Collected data
○ ○ ○ ○

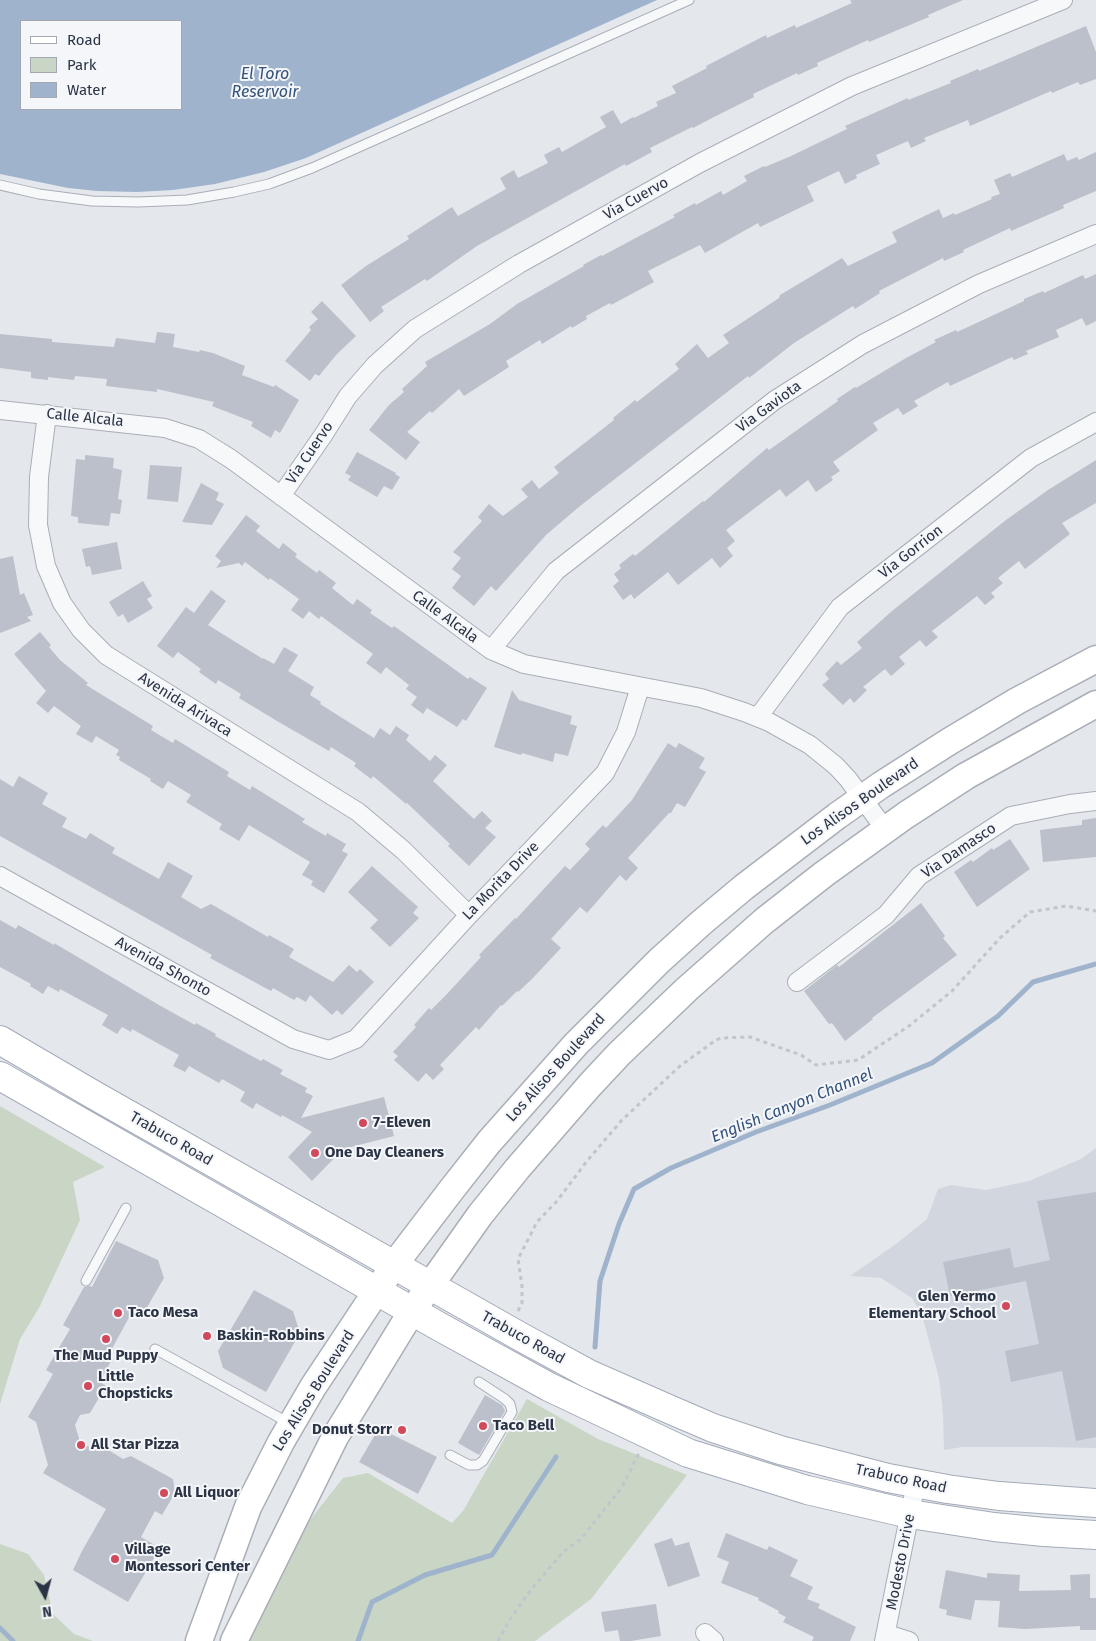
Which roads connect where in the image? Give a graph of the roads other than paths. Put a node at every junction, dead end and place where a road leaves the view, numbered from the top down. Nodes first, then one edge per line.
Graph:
1 (689, 0) edge
2 (1062, 0) edge
3 (0, 185) edge
4 (1096, 234) edge
5 (0, 410) edge
6 (47, 414) junction
7 (1096, 422) edge
8 (281, 496) junction
9 (490, 650) junction
10 (1096, 660) edge
11 (640, 687) junction
12 (1096, 704) edge
13 (758, 717) junction
14 (862, 798) junction
15 (1096, 801) edge
16 (885, 829) junction
17 (0, 876) edge
18 (469, 915) junction
19 (797, 982) dead end
20 (0, 1040) edge
21 (329, 1050) joint
22 (0, 1076) edge
23 (126, 1208) dead end
24 (394, 1265) junction
25 (86, 1281) dead end
26 (430, 1286) junction
27 (378, 1291) junction
28 (412, 1311) junction
29 (156, 1349) dead end
30 (480, 1382) dead end
31 (291, 1424) junction
32 (450, 1455) dead end
33 (916, 1483) junction
34 (1096, 1503) edge
35 (910, 1514) junction
36 (1096, 1534) edge
37 (224, 1572) junction
38 (261, 1585) junction
39 (885, 1638) edge
40 (199, 1641) edge
41 (234, 1641) edge
42 (910, 1641) edge

1 - 3 lane
2 - 8 street, Via Cuervo
4 - 9 street, Via Gaviota
5 - 6 street, Calle Alcala
6 - 8 street, Calle Alcala
6 - 18 street, Avenida Arivaca
7 - 13 street, Via Gorrion
8 - 9 street, Calle Alcala
9 - 11 street, Calle Alcala
10 - 14 main road, Los Alisos Boulevard
11 - 13 street, Calle Alcala
11 - 18 street, La Morita Drive
12 - 16 main road
13 - 14 street, Calle Alcala
14 - 16 street, Calle Alcala
14 - 24 main road, Los Alisos Boulevard
15 - 19 street, Via Damasco
16 - 26 main road
17 - 21 street, Avenida Shonto
18 - 21 street, La Morita Drive
20 - 24 main road, Trabuco Road
22 - 27 main road, Trabuco Road
23 - 25 lane
24 - 26 main road, Trabuco Road
24 - 27 main road, Los Alisos Boulevard
26 - 28 main road
26 - 33 main road, Trabuco Road
27 - 28 main road, Trabuco Road
27 - 31 main road, Los Alisos Boulevard
28 - 35 main road, Trabuco Road
28 - 38 main road
29 - 31 lane
30 - 32 lane
31 - 37 main road, Los Alisos Boulevard
33 - 34 main road, Trabuco Road
33 - 35 street, Modesto Drive
35 - 36 main road, Trabuco Road
35 - 39 street, Modesto Drive
37 - 38 main road
37 - 40 main road, Los Alisos Boulevard
38 - 41 main road
39 - 42 street

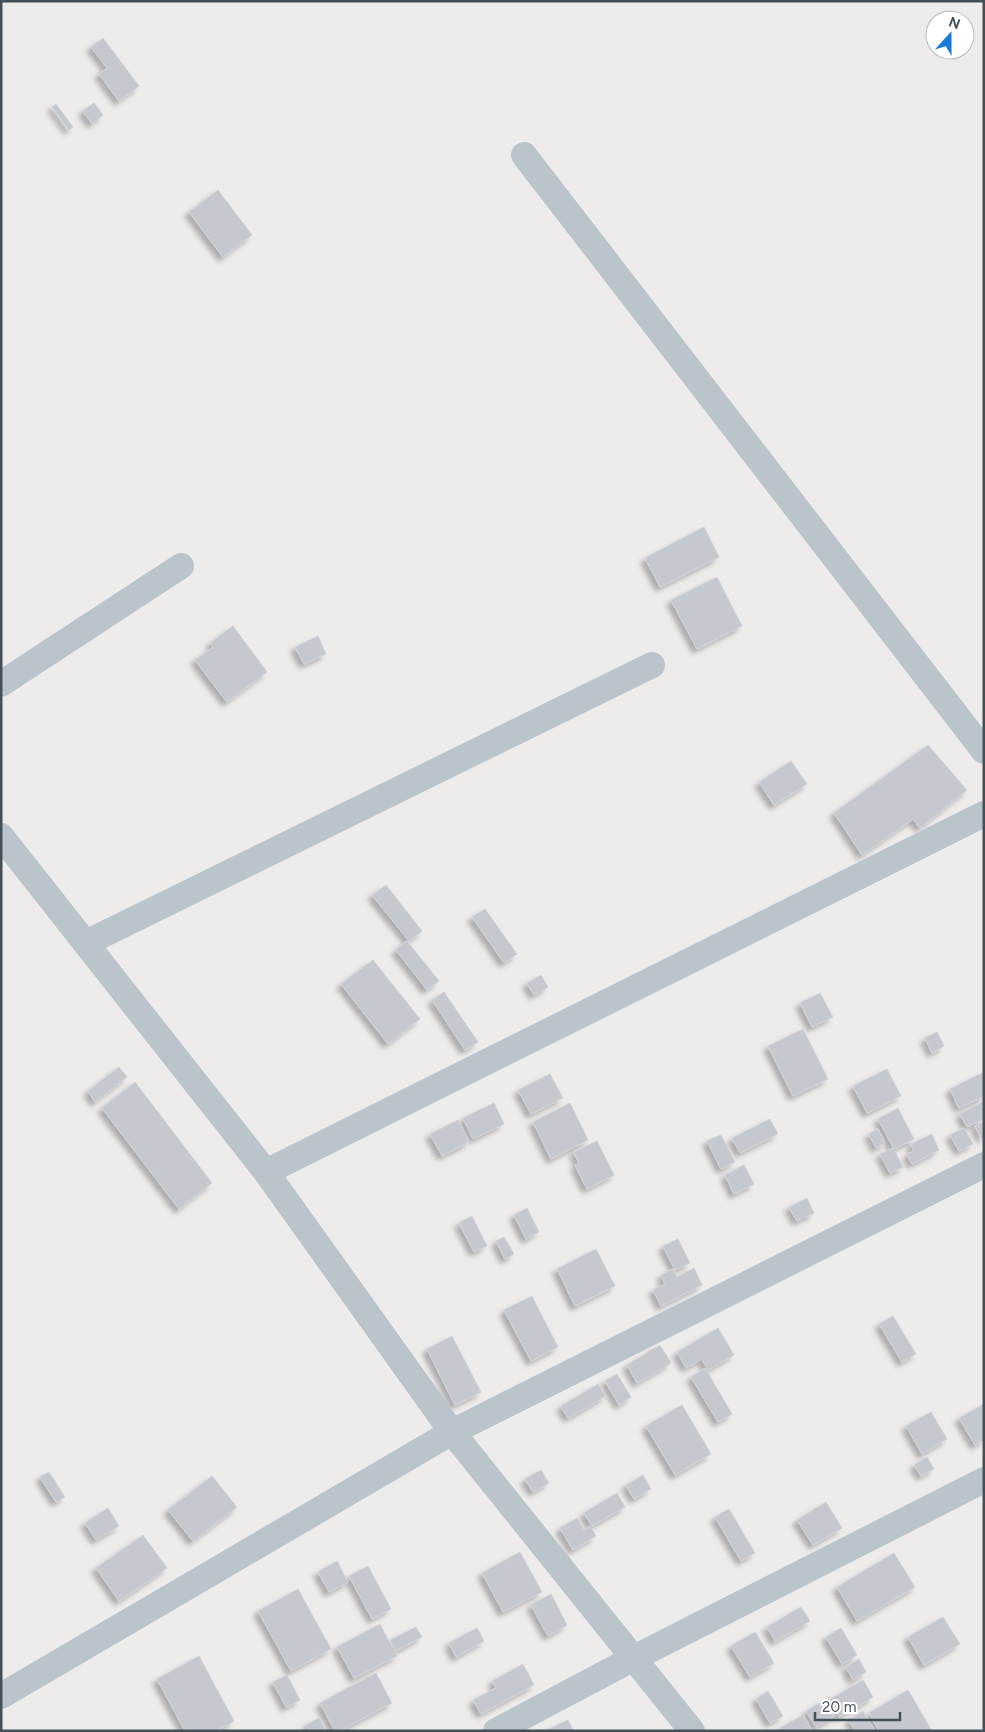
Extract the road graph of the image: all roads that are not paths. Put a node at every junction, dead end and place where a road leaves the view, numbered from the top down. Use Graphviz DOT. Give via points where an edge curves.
graph roads {
  1 [pos="524,155"];
  2 [pos="180,566"];
  3 [pos="652,665"];
  4 [pos="1,684"];
  5 [pos="984,751"];
  6 [pos="984,814"];
  7 [pos="1,836"];
  8 [pos="86,944"];
  9 [pos="984,1165"];
  10 [pos="266,1172"];
  11 [pos="452,1432"];
  12 [pos="984,1480"];
  13 [pos="634,1658"];
  14 [pos="1,1696"];
  15 [pos="496,1731"];
  16 [pos="692,1731"];
  1 -- 5 [label="street"];
  2 -- 4 [label="street"];
  3 -- 8 [label="street"];
  6 -- 10 [label="street"];
  7 -- 8 [label="street"];
  8 -- 10 [label="street"];
  9 -- 11 [label="street"];
  10 -- 11 [label="street"];
  11 -- 13 [label="street"];
  11 -- 14 [label="street"];
  12 -- 13 [label="street"];
  13 -- 15 [label="street"];
  13 -- 16 [label="street"];
}
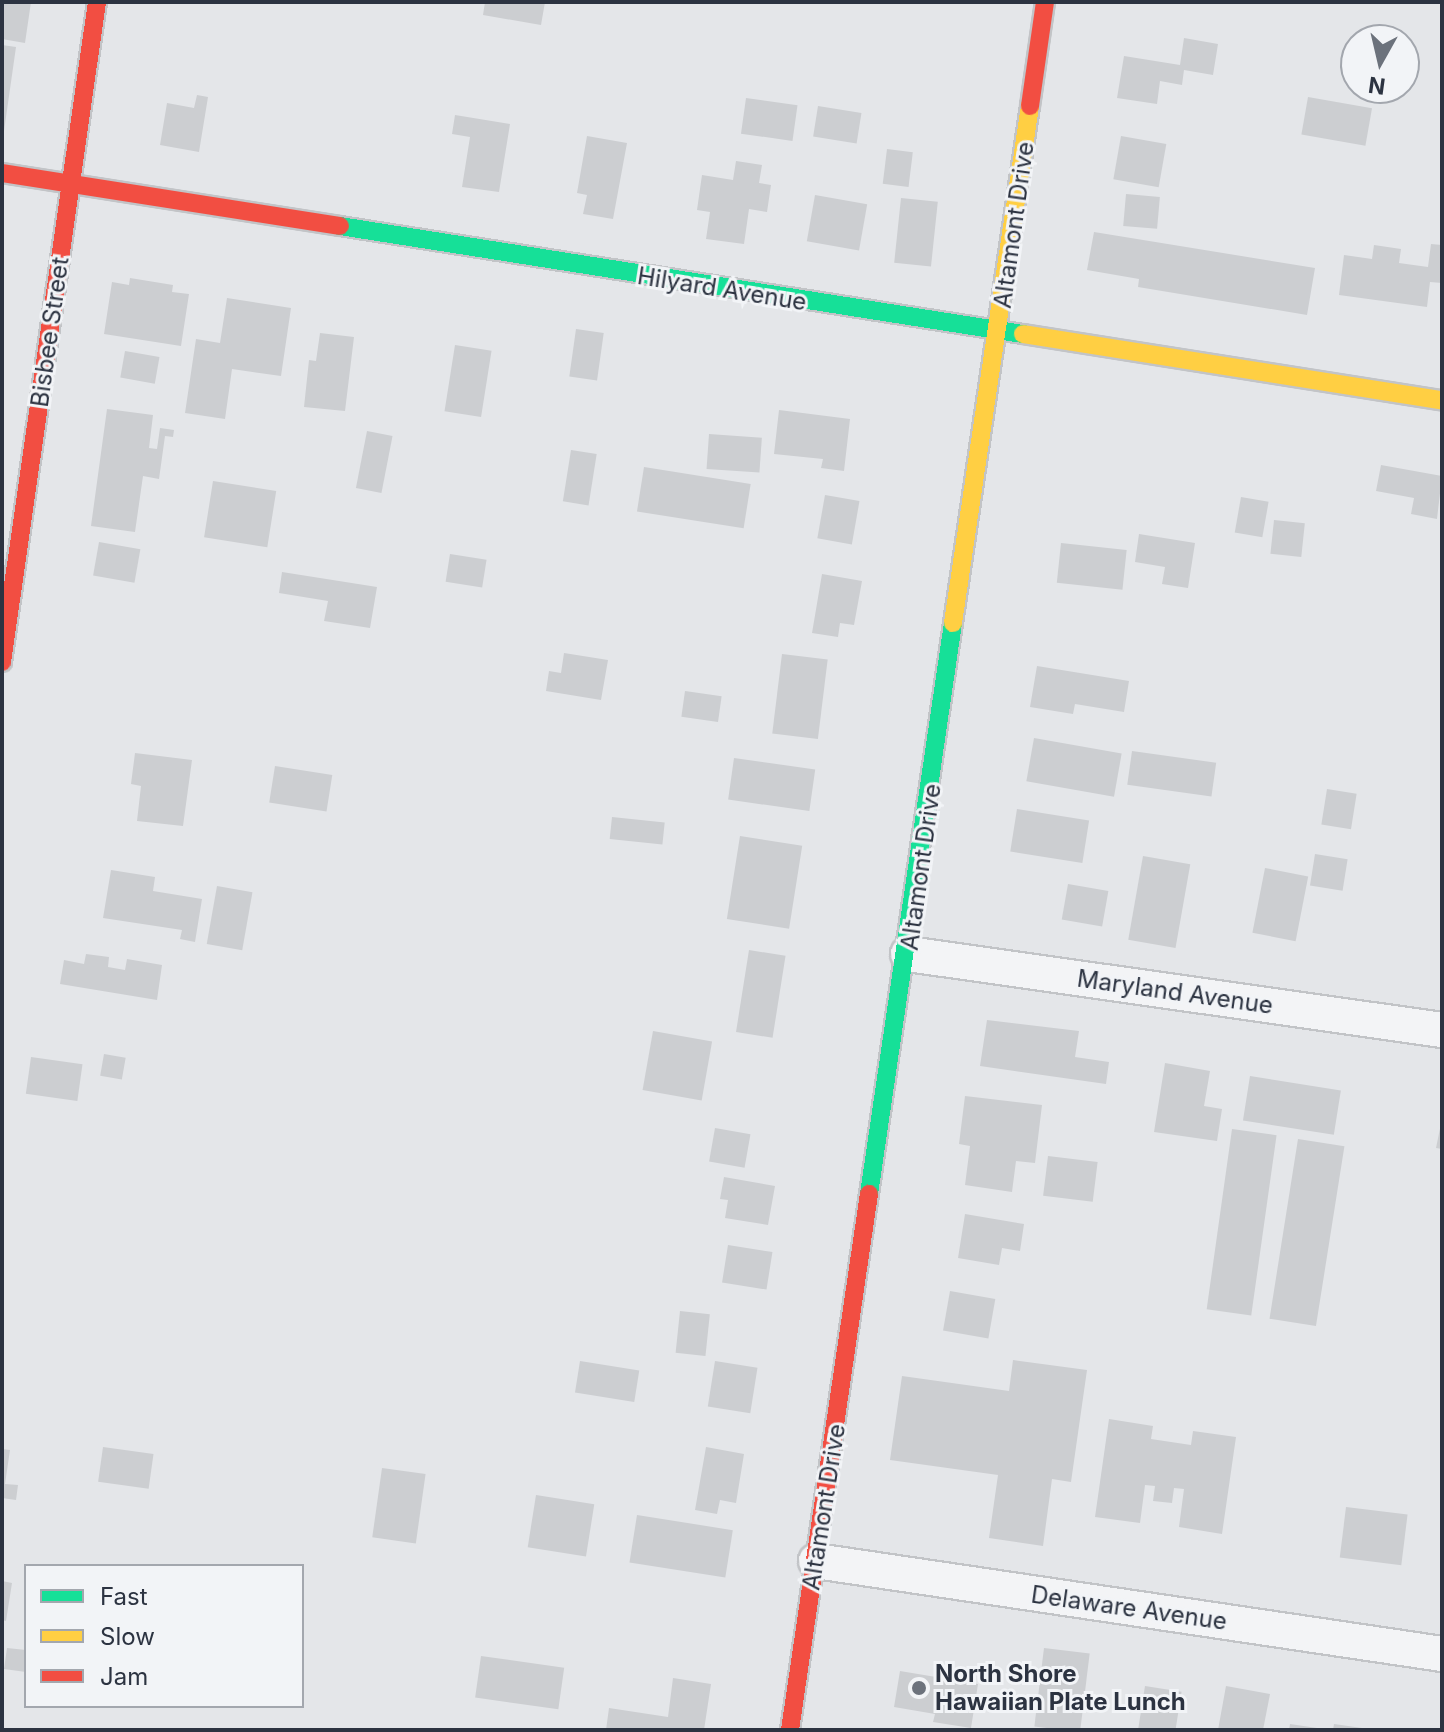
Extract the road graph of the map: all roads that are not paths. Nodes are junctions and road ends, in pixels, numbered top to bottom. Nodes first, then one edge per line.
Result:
1 (97, 2) edge
2 (1045, 2) edge
3 (2, 173) edge
4 (72, 184) junction
5 (999, 333) junction
6 (1442, 400) edge
7 (2, 662) edge
8 (908, 954) junction
9 (1442, 1030) edge
10 (816, 1561) junction
11 (1442, 1654) edge
12 (790, 1730) edge

1 - 4 main road, Bisbee Street
2 - 5 main road, Altamont Drive
3 - 4 main road, Hilyard Avenue
4 - 5 main road, Hilyard Avenue
4 - 7 main road, Bisbee Street
5 - 6 main road, Hilyard Avenue
5 - 8 main road, Altamont Drive
8 - 9 street, Maryland Avenue
8 - 10 main road, Altamont Drive
10 - 11 street, Delaware Avenue
10 - 12 main road, Altamont Drive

○ ○ ○ ○

EXERCISE DIRECTIONS |
Copy out each record word for word and omit any pictures.

EXERCISE SOLUTION |
Which roads connect where in the image? Give a graph of the roads other than paths. Put a node at every junction, dead end and place where a road leaves the view, numbered from the top down. Nodes first, then one edge per line.
Graph:
1 (689, 0) edge
2 (1062, 0) edge
3 (0, 185) edge
4 (1096, 234) edge
5 (0, 410) edge
6 (47, 414) junction
7 (1096, 422) edge
8 (281, 496) junction
9 (490, 650) junction
10 (1096, 660) edge
11 (640, 687) junction
12 (1096, 704) edge
13 (758, 717) junction
14 (862, 798) junction
15 (1096, 801) edge
16 (885, 829) junction
17 (0, 876) edge
18 (469, 915) junction
19 (797, 982) dead end
20 (0, 1040) edge
21 (329, 1050) joint
22 (0, 1076) edge
23 (126, 1208) dead end
24 (394, 1265) junction
25 (86, 1281) dead end
26 (430, 1286) junction
27 (378, 1291) junction
28 (412, 1311) junction
29 (156, 1349) dead end
30 (480, 1382) dead end
31 (291, 1424) junction
32 (450, 1455) dead end
33 (916, 1483) junction
34 (1096, 1503) edge
35 (910, 1514) junction
36 (1096, 1534) edge
37 (224, 1572) junction
38 (261, 1585) junction
39 (885, 1638) edge
40 (199, 1641) edge
41 (234, 1641) edge
42 (910, 1641) edge

1 - 3 lane
2 - 8 street, Via Cuervo
4 - 9 street, Via Gaviota
5 - 6 street, Calle Alcala
6 - 8 street, Calle Alcala
6 - 18 street, Avenida Arivaca
7 - 13 street, Via Gorrion
8 - 9 street, Calle Alcala
9 - 11 street, Calle Alcala
10 - 14 main road, Los Alisos Boulevard
11 - 13 street, Calle Alcala
11 - 18 street, La Morita Drive
12 - 16 main road
13 - 14 street, Calle Alcala
14 - 16 street, Calle Alcala
14 - 24 main road, Los Alisos Boulevard
15 - 19 street, Via Damasco
16 - 26 main road
17 - 21 street, Avenida Shonto
18 - 21 street, La Morita Drive
20 - 24 main road, Trabuco Road
22 - 27 main road, Trabuco Road
23 - 25 lane
24 - 26 main road, Trabuco Road
24 - 27 main road, Los Alisos Boulevard
26 - 28 main road
26 - 33 main road, Trabuco Road
27 - 28 main road, Trabuco Road
27 - 31 main road, Los Alisos Boulevard
28 - 35 main road, Trabuco Road
28 - 38 main road
29 - 31 lane
30 - 32 lane
31 - 37 main road, Los Alisos Boulevard
33 - 34 main road, Trabuco Road
33 - 35 street, Modesto Drive
35 - 36 main road, Trabuco Road
35 - 39 street, Modesto Drive
37 - 38 main road
37 - 40 main road, Los Alisos Boulevard
38 - 41 main road
39 - 42 street

Extract the road graph of the image: all roads that are not paths. Put a node at every junction, dead end and place where a road leaves the view, numbered from the top down. Use Graphviz DOT. Give via points where an edge curves.
graph roads {
  1 [pos="524,155"];
  2 [pos="180,566"];
  3 [pos="652,665"];
  4 [pos="1,684"];
  5 [pos="984,751"];
  6 [pos="984,814"];
  7 [pos="1,836"];
  8 [pos="86,944"];
  9 [pos="984,1165"];
  10 [pos="266,1172"];
  11 [pos="452,1432"];
  12 [pos="984,1480"];
  13 [pos="634,1658"];
  14 [pos="1,1696"];
  15 [pos="496,1731"];
  16 [pos="692,1731"];
  1 -- 5 [label="street"];
  2 -- 4 [label="street"];
  3 -- 8 [label="street"];
  6 -- 10 [label="street"];
  7 -- 8 [label="street"];
  8 -- 10 [label="street"];
  9 -- 11 [label="street"];
  10 -- 11 [label="street"];
  11 -- 13 [label="street"];
  11 -- 14 [label="street"];
  12 -- 13 [label="street"];
  13 -- 15 [label="street"];
  13 -- 16 [label="street"];
}
Extract the road graph of the map: all roads that are not paths. Nodes are junctions and road ends, in pixels, numbered top to bottom. Nodes first, then one edge per line.
Result:
1 (97, 2) edge
2 (1045, 2) edge
3 (2, 173) edge
4 (72, 184) junction
5 (999, 333) junction
6 (1442, 400) edge
7 (2, 662) edge
8 (908, 954) junction
9 (1442, 1030) edge
10 (816, 1561) junction
11 (1442, 1654) edge
12 (790, 1730) edge

1 - 4 main road, Bisbee Street
2 - 5 main road, Altamont Drive
3 - 4 main road, Hilyard Avenue
4 - 5 main road, Hilyard Avenue
4 - 7 main road, Bisbee Street
5 - 6 main road, Hilyard Avenue
5 - 8 main road, Altamont Drive
8 - 9 street, Maryland Avenue
8 - 10 main road, Altamont Drive
10 - 11 street, Delaware Avenue
10 - 12 main road, Altamont Drive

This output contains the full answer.